Throughout the summer, I not only learned the names and uses of construction tools and machinery, but I was also given the responsibility of applying my knowledge and using the tools and helping the company make progress on each project. Everyone at the job sites depended on each other for the job to be completed effectively and safely, and being a part of that community taught me how to work with all different types of people and communicate with them and take responsibility for other’s actions, which will help me in a future in any business.
What did you learn in this internship that will affect your life in a positive way?
I believe that gaining knowledge and experience in more than one aspect of a job or company can make people more successful in their own branch of work in the job or company. Therefore, being a future civil engineer working as a construction laborer helps me see the sides of the project I wouldn’t necessarily know much of without this internship. I am better prepared to be an engineer because of my experience working for those I may have the opportunity to manage in my future. I know how to and how not to interact with the people on job sites, how to communicate with all types of people effectively to make progress, and I know through first-hand experience what happens at the job sites every day when people are working towards completing the designs of an engineer. I think my internship made me truly appreciate construction laborers and what they must to day to day to complete a task designed by an engineer.

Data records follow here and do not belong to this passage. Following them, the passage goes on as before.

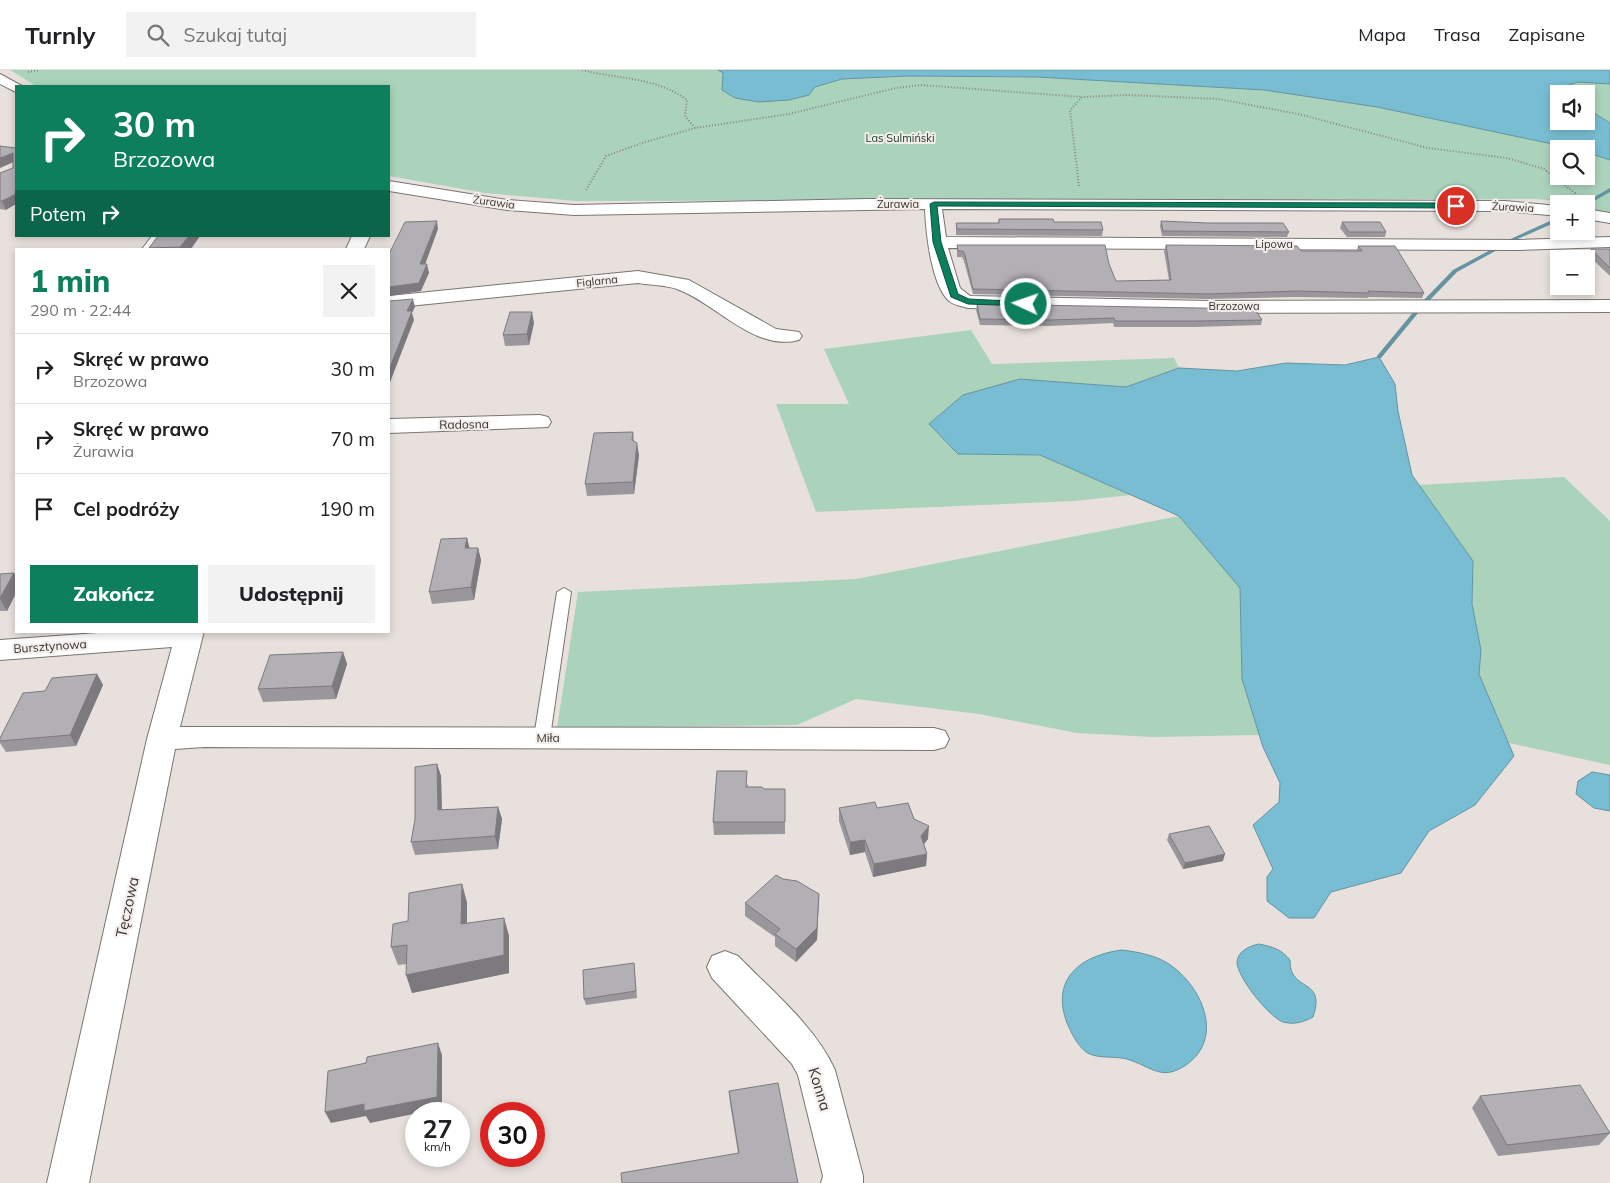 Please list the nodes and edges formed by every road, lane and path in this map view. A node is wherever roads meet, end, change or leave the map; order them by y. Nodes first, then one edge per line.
1 (582, 70) edge
2 (0, 78) edge
3 (15, 87) edge
4 (1082, 97) junction
5 (695, 128) junction
6 (390, 188) edge
7 (1572, 195) edge
8 (934, 204) junction
9 (1082, 204) junction
10 (1550, 206) edge
11 (574, 210) junction
12 (1595, 216) edge
13 (1610, 218) edge
14 (155, 237) edge
15 (937, 242) junction
16 (1610, 242) edge
17 (147, 248) edge
18 (390, 302) edge
19 (1610, 306) edge
20 (792, 336) dead end
21 (540, 422) dead end
22 (390, 426) edge
23 (564, 592) dead end
24 (190, 634) edge
25 (0, 650) edge
26 (542, 737) junction
27 (162, 739) junction
28 (934, 739) dead end
29 (726, 967) dead end
30 (68, 1183) edge
31 (842, 1183) edge

1 - 5 path
2 - 3 street
4 - 5 path
4 - 7 path
4 - 9 path
5 - 11 path
6 - 11 street, Żurawia
8 - 9 street, Żurawia
8 - 11 street, Żurawia
8 - 15 street, Brzozowa
9 - 10 street, Żurawia
12 - 13 street
14 - 17 lane
15 - 16 street, Lipowa
15 - 19 street, Brzozowa
18 - 20 street, Figlarna
21 - 22 street, Radosna
23 - 26 lane
24 - 25 street, Bursztynowa
24 - 27 street, Tęczowa
26 - 27 street, Miła
26 - 28 street, Miła
27 - 30 street, Tęczowa
29 - 31 street, Konna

Another positive effect this internship had on me was that it opened up a new route my education at WPI can take me that I hadn’t thought of before. Talking with my project managers, I realized with my background and experience working as a laborer puts me in a position to be a construction manager rather than an engineer, which would in turn allow me to use my knowledge of job sites and my education to receive designs from engineers and figure out how to implement them most effectively cost-wise and labor-wise, and understand details of both sides to help the process from design to physical result flow smoother.
Over all my summer internship opened up a whole new list of possibilities for my future and I’m truly grateful for the opportunity I was given.
Where do you think technology will make the biggest impact in construction in the next few years, and how will it do that?
In the next few years, I believe that prefabrication will have the biggest impact the construction industry. Being able to assemble the components of a project offsite is desirable for many people. The owners of the construction company will not have to spend as much time on safety at job sites because more work will be done through technology and offsite and less hazards will exist onsite to worry about. The completion time for a project will be reduced, which is favorable for all because every day people look for ways to improve efficiency. However, it will also impact the construction industry in another way. As processes are sped up in this way and more work is done offsite, less tradesmen or skill requirements are needed onsite by those working there.
While increasing efficiency, this could potentially hurt employment for construction companies because different skills and a lesser variety of trades would be required if less time is spent working on job sites. It would change a lot about the definition of construction, with less labor onsite and more use of technology to assemble materials and transport it to the sites partially completed.